**What you need to do:** Using the records below, copy every line that holds the string "pixels".

**Saved entries:**

============================================================

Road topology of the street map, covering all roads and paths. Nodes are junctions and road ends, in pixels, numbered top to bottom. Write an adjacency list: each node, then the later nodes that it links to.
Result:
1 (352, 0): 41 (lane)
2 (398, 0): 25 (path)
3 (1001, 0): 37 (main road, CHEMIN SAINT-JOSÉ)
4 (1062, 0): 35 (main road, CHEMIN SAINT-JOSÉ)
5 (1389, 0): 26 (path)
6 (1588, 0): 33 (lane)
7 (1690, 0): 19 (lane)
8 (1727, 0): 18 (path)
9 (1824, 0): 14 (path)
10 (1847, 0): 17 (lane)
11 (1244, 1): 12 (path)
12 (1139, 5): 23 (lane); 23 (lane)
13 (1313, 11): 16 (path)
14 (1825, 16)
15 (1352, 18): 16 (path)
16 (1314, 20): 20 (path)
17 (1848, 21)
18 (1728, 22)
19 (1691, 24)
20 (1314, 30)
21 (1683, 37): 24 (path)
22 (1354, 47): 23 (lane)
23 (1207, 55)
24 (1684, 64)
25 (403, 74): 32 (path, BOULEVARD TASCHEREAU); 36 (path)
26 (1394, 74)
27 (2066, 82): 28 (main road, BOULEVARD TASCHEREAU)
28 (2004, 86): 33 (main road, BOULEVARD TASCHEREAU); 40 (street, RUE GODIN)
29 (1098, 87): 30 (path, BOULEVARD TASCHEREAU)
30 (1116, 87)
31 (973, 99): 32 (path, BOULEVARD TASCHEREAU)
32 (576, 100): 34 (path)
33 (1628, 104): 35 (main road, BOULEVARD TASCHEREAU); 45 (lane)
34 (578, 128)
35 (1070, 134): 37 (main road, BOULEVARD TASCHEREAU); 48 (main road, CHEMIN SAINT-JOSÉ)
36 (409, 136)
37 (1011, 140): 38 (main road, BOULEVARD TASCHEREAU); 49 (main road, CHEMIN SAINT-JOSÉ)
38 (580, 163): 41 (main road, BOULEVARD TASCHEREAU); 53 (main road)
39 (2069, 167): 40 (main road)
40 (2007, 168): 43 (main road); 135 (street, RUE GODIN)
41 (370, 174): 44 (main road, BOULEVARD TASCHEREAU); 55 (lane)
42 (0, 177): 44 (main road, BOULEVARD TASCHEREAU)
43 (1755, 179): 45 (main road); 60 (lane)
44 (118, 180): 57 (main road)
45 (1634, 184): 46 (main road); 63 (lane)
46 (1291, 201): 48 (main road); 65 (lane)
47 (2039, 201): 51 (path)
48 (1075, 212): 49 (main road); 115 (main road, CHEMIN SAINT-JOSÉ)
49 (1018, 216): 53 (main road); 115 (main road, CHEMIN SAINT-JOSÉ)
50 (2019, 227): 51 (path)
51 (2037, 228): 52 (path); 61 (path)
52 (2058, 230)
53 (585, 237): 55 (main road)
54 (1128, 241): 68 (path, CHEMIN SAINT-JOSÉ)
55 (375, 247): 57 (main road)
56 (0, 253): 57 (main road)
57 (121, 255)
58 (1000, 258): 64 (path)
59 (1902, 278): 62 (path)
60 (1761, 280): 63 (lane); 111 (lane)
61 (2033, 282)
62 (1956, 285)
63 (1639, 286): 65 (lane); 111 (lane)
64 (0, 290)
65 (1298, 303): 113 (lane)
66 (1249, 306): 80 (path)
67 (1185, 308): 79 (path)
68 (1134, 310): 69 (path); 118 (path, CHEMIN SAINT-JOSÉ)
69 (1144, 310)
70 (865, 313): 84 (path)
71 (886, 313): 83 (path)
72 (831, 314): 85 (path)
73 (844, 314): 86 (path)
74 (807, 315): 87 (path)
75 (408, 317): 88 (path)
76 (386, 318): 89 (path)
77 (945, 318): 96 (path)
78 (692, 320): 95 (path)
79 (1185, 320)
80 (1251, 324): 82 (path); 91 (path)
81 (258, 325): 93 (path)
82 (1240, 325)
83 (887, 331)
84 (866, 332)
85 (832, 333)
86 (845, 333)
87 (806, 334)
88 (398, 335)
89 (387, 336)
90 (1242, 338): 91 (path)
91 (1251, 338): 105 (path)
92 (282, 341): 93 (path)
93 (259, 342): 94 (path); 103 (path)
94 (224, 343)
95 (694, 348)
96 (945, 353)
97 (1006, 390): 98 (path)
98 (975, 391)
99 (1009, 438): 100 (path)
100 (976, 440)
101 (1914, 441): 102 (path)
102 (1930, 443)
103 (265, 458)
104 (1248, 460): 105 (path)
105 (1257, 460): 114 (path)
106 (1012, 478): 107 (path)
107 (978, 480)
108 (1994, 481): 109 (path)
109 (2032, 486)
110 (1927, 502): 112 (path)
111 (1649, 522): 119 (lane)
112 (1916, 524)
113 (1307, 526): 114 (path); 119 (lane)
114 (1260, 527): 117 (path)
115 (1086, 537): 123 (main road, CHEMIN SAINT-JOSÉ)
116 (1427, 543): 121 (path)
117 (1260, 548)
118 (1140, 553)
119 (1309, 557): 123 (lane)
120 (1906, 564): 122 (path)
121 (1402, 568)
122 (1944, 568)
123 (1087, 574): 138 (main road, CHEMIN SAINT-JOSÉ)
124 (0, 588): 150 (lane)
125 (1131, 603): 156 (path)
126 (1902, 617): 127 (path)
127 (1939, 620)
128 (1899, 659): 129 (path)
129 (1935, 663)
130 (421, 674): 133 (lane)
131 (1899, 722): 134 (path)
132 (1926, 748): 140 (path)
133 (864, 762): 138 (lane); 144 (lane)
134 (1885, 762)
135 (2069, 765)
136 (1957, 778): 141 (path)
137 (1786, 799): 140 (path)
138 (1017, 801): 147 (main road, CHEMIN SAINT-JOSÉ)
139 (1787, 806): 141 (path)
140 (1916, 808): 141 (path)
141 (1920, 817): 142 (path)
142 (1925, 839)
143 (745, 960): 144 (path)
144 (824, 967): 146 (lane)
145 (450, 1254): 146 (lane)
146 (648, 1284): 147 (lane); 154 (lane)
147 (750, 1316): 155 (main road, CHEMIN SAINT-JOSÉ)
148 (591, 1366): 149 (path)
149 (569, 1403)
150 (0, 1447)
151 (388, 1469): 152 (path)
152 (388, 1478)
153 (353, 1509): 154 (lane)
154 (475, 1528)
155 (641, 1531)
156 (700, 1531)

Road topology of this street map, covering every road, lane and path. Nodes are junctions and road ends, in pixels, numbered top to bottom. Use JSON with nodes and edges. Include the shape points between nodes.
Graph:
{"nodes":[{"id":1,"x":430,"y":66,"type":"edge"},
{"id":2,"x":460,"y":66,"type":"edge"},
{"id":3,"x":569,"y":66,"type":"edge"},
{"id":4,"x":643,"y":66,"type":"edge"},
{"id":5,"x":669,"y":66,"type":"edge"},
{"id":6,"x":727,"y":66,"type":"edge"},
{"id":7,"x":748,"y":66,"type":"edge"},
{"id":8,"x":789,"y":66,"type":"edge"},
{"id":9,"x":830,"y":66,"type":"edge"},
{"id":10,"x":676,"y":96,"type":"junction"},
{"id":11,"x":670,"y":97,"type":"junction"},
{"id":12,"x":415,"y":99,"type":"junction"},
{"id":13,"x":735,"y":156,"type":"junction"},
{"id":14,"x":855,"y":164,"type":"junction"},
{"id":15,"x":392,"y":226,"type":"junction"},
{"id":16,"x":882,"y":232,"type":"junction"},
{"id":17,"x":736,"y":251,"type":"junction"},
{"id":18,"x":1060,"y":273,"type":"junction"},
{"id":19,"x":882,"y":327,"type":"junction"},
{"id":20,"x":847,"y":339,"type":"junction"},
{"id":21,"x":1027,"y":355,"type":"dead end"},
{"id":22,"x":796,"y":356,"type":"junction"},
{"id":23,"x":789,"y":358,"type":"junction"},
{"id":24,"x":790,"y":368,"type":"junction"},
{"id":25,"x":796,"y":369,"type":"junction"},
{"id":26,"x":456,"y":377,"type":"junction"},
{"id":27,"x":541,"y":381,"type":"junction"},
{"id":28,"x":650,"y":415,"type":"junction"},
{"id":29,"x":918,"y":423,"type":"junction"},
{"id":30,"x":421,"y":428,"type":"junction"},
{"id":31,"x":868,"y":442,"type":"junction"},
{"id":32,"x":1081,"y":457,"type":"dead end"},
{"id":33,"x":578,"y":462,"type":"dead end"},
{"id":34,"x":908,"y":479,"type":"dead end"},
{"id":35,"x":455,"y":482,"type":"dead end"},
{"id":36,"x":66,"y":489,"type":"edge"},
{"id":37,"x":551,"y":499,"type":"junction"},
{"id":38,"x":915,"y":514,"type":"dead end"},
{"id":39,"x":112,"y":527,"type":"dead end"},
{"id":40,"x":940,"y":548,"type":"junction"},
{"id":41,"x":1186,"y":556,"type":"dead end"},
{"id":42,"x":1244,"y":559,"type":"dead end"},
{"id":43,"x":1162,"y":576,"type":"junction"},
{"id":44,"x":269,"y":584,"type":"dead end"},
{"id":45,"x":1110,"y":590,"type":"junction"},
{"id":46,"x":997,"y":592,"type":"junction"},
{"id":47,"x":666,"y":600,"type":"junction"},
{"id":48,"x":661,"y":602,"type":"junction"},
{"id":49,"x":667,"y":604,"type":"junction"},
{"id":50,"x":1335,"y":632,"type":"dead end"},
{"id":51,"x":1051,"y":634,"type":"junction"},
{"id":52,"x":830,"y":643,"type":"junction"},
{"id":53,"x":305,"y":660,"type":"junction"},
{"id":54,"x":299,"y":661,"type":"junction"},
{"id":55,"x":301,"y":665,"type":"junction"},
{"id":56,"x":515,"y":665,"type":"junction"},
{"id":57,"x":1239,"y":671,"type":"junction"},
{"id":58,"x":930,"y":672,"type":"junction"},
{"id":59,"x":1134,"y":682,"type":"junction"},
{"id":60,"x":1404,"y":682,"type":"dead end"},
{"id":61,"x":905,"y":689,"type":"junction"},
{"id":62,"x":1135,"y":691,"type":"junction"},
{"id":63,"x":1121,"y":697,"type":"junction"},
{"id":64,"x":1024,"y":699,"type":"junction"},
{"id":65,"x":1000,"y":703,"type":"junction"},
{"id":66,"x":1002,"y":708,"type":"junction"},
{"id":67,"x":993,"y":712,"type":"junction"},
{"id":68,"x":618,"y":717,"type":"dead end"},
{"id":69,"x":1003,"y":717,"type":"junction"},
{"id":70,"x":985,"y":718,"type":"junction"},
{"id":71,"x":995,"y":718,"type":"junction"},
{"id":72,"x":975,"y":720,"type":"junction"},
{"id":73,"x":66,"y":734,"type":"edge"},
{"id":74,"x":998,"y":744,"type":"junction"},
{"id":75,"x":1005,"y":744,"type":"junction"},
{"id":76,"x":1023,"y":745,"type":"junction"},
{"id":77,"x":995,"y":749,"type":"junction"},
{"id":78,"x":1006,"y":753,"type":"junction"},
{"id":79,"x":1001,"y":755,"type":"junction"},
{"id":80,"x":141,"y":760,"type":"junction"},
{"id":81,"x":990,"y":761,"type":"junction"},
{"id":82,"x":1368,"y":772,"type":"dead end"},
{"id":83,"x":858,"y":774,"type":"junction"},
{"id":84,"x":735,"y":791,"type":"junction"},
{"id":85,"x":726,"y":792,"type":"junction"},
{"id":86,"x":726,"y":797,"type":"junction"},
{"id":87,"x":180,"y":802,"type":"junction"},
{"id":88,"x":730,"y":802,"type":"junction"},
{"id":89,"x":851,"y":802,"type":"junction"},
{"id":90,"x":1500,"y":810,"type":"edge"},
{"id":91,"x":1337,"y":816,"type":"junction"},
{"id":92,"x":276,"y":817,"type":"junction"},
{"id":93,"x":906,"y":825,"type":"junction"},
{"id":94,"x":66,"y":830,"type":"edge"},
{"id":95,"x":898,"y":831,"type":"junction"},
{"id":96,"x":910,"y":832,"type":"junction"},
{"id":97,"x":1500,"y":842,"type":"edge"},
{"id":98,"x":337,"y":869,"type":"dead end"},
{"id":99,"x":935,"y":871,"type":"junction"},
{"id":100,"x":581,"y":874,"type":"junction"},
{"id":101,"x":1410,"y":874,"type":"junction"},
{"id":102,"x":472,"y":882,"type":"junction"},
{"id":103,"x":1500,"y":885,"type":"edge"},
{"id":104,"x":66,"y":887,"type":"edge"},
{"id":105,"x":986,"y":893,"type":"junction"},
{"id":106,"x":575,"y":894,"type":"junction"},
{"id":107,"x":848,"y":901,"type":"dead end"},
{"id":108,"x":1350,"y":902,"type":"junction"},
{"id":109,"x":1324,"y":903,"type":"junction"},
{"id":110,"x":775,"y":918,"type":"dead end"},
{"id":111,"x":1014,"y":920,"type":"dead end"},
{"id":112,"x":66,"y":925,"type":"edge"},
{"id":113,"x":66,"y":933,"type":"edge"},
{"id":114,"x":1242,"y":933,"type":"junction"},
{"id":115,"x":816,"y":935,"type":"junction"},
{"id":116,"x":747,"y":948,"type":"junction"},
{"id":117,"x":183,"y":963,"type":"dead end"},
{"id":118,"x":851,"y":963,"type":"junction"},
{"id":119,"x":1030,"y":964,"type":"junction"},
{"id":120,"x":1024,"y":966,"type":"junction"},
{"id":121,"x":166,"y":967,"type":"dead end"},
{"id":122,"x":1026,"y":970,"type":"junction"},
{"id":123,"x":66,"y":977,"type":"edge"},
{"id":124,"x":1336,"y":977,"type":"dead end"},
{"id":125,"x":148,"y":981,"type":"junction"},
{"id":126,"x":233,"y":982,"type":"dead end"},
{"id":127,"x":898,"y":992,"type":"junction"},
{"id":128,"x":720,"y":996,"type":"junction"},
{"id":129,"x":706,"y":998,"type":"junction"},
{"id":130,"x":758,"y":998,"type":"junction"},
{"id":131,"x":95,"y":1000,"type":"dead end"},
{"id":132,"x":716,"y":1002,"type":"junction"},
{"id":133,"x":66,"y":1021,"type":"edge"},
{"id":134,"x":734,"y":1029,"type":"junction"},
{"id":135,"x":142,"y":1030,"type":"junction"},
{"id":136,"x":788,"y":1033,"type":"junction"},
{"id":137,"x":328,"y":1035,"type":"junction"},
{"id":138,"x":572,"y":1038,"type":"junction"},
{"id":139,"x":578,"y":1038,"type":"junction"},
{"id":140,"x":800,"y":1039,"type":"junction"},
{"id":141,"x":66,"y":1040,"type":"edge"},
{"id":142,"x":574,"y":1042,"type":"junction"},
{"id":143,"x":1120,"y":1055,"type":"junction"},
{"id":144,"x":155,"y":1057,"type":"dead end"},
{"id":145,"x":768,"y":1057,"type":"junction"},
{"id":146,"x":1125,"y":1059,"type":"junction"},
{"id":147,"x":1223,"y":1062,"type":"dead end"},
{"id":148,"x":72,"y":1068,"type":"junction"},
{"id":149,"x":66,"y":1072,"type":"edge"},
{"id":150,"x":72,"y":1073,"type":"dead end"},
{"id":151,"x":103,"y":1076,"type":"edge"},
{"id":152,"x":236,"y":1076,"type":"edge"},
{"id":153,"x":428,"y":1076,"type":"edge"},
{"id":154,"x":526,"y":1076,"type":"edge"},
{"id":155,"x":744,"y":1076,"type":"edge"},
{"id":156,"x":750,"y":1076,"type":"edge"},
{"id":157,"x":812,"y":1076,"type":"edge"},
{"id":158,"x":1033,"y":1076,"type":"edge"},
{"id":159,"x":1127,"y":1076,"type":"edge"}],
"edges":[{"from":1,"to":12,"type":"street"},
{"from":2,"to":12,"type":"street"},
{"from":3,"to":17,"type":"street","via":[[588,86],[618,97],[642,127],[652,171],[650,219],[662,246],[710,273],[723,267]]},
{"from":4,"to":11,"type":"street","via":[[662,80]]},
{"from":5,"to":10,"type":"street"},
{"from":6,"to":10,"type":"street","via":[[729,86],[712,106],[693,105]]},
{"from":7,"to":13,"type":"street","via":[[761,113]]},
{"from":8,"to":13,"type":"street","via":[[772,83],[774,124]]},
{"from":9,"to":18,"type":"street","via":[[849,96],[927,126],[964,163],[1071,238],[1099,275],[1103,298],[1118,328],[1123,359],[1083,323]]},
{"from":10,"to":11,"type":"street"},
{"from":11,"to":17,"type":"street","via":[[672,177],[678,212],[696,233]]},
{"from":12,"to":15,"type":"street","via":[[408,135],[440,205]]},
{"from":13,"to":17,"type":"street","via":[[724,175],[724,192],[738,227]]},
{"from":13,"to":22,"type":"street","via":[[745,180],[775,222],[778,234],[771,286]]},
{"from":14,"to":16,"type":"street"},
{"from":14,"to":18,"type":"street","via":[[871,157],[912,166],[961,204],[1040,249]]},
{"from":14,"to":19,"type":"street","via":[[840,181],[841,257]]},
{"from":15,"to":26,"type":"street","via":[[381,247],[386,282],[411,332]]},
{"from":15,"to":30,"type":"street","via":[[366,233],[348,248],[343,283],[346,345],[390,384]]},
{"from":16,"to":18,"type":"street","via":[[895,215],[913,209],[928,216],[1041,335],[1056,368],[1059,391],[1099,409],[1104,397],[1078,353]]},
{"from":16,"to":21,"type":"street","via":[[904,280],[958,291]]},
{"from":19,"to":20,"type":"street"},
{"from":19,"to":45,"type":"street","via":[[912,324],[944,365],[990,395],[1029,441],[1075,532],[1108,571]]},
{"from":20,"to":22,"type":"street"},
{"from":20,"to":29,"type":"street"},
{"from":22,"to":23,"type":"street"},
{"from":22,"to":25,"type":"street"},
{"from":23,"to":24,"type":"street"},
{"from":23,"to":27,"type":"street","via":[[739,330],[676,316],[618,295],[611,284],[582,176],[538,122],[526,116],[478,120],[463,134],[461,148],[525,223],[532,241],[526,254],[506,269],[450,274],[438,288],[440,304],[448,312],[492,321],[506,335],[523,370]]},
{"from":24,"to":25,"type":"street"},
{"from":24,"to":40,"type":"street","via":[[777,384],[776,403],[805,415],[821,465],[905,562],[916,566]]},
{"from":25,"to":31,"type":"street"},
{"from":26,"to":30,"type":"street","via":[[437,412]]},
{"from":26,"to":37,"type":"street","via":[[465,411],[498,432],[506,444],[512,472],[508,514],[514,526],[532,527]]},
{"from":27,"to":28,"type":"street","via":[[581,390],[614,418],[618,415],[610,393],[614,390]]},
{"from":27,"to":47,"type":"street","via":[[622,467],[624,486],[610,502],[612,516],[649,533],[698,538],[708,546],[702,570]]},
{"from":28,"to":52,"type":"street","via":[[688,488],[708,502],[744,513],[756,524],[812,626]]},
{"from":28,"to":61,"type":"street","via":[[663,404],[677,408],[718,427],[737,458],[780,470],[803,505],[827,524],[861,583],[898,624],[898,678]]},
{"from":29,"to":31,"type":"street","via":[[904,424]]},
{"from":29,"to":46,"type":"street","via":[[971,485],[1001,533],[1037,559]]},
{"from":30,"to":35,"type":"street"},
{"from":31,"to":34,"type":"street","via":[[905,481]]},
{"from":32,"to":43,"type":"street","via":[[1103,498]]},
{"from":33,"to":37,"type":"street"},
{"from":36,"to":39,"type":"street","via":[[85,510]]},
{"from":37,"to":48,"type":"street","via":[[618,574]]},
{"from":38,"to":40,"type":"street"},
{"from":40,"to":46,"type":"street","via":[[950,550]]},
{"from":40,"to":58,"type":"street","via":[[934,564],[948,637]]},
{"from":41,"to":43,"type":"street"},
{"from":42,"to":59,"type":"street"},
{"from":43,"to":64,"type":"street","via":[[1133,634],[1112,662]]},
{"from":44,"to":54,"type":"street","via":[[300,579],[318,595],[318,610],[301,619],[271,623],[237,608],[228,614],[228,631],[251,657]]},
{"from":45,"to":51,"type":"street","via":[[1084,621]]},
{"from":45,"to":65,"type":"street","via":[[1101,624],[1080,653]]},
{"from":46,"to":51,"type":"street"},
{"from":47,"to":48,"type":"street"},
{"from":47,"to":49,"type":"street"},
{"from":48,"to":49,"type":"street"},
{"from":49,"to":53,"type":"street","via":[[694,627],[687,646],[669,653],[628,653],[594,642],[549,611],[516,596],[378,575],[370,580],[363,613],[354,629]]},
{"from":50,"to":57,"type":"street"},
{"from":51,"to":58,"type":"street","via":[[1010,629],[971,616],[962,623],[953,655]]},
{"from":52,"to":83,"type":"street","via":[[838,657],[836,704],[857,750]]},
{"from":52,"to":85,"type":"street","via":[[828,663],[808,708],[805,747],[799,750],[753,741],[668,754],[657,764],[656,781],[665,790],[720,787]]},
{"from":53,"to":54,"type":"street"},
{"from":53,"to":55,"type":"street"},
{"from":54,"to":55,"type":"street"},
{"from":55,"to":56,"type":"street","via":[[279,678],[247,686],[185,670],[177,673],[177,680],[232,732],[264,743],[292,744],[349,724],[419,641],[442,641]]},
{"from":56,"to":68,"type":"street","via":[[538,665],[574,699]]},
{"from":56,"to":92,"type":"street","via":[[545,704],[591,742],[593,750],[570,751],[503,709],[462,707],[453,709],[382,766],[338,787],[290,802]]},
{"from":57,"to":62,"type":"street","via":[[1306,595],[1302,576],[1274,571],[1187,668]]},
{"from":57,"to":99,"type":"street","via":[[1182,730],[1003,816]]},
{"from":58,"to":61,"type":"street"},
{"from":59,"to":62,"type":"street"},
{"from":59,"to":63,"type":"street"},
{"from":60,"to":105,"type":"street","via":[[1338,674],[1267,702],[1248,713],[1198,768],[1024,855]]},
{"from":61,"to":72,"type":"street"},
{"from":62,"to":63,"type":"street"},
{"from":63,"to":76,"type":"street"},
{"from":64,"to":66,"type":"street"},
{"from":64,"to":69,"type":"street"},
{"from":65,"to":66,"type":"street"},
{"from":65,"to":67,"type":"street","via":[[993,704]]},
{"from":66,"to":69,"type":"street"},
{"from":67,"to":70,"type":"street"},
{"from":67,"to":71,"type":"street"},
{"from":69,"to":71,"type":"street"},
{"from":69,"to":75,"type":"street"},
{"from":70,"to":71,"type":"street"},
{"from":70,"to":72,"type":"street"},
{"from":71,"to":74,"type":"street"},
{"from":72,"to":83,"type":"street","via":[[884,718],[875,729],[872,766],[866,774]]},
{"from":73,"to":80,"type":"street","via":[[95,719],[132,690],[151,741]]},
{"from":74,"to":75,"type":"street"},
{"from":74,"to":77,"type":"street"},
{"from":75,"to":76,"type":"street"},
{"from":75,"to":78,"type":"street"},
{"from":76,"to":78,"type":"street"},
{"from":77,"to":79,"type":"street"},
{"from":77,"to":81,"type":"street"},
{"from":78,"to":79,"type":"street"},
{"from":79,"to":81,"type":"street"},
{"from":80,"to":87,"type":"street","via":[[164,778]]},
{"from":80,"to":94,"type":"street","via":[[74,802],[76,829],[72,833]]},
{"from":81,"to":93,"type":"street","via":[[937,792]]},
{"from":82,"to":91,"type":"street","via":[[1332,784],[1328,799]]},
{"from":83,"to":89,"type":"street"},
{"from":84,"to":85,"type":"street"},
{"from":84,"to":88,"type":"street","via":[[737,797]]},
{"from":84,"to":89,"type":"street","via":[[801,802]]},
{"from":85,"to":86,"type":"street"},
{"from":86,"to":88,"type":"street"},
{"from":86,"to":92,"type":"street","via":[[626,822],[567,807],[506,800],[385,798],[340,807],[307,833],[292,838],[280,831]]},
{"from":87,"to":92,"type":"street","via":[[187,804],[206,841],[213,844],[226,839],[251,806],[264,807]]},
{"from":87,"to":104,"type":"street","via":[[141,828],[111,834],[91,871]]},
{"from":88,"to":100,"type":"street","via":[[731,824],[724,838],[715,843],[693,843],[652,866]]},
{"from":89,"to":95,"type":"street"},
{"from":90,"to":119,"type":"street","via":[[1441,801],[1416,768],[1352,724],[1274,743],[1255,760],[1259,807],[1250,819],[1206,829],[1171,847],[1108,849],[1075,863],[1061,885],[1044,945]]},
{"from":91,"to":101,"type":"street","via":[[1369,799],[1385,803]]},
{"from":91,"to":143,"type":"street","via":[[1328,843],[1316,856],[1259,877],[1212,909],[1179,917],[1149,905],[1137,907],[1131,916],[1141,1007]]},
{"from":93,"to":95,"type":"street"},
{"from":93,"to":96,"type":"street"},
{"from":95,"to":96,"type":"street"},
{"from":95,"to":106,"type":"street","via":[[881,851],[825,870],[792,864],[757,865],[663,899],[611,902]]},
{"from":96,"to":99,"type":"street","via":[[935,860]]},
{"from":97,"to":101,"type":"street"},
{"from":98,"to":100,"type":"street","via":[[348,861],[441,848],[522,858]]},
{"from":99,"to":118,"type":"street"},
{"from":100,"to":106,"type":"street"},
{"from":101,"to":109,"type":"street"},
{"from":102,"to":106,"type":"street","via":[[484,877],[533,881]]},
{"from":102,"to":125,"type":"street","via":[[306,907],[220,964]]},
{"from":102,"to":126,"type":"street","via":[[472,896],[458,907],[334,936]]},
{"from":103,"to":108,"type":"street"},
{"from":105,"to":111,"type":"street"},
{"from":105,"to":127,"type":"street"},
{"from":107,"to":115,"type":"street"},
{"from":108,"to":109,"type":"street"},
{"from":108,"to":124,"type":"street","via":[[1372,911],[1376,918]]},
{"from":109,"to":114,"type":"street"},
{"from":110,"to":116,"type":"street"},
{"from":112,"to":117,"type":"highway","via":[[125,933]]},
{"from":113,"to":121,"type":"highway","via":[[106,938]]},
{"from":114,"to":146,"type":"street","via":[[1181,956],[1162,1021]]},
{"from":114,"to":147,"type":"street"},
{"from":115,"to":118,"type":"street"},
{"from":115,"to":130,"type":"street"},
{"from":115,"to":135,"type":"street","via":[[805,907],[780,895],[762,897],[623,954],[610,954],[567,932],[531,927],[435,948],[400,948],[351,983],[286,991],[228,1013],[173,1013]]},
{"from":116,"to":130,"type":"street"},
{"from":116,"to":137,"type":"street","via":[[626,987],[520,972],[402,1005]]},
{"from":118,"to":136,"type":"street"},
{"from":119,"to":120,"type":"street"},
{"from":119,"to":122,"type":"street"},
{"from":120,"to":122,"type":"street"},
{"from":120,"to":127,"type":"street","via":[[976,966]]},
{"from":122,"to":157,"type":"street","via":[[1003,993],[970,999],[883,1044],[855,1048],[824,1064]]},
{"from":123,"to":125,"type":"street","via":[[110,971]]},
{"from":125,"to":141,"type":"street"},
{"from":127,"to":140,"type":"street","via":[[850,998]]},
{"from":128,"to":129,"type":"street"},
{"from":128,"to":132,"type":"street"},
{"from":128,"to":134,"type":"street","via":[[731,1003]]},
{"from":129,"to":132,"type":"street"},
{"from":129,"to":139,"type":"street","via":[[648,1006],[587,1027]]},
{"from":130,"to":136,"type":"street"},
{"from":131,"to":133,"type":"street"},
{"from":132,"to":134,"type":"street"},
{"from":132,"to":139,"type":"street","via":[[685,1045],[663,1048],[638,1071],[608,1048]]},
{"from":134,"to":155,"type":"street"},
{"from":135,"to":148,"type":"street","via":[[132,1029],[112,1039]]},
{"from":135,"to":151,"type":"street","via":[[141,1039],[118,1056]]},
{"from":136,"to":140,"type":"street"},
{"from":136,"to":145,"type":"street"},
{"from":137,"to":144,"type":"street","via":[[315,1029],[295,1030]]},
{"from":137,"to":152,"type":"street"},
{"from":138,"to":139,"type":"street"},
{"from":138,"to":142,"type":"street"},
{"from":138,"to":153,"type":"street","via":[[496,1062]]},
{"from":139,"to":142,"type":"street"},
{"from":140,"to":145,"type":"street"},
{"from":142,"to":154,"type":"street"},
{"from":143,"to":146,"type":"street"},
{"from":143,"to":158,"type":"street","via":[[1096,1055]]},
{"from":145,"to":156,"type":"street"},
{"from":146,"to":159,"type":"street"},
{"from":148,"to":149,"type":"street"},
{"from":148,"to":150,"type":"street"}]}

============================================================

**Exercise result:**
Road topology of the street map, covering all roads and paths. Nodes are junctions and road ends, in pixels, numbered top to bottom. Write an adjacency list: each node, then the later nodes that it links to.
Road topology of this street map, covering every road, lane and path. Nodes are junctions and road ends, in pixels, numbered top to bottom. Use JSON with nodes and edges. Include the shape points between nodes.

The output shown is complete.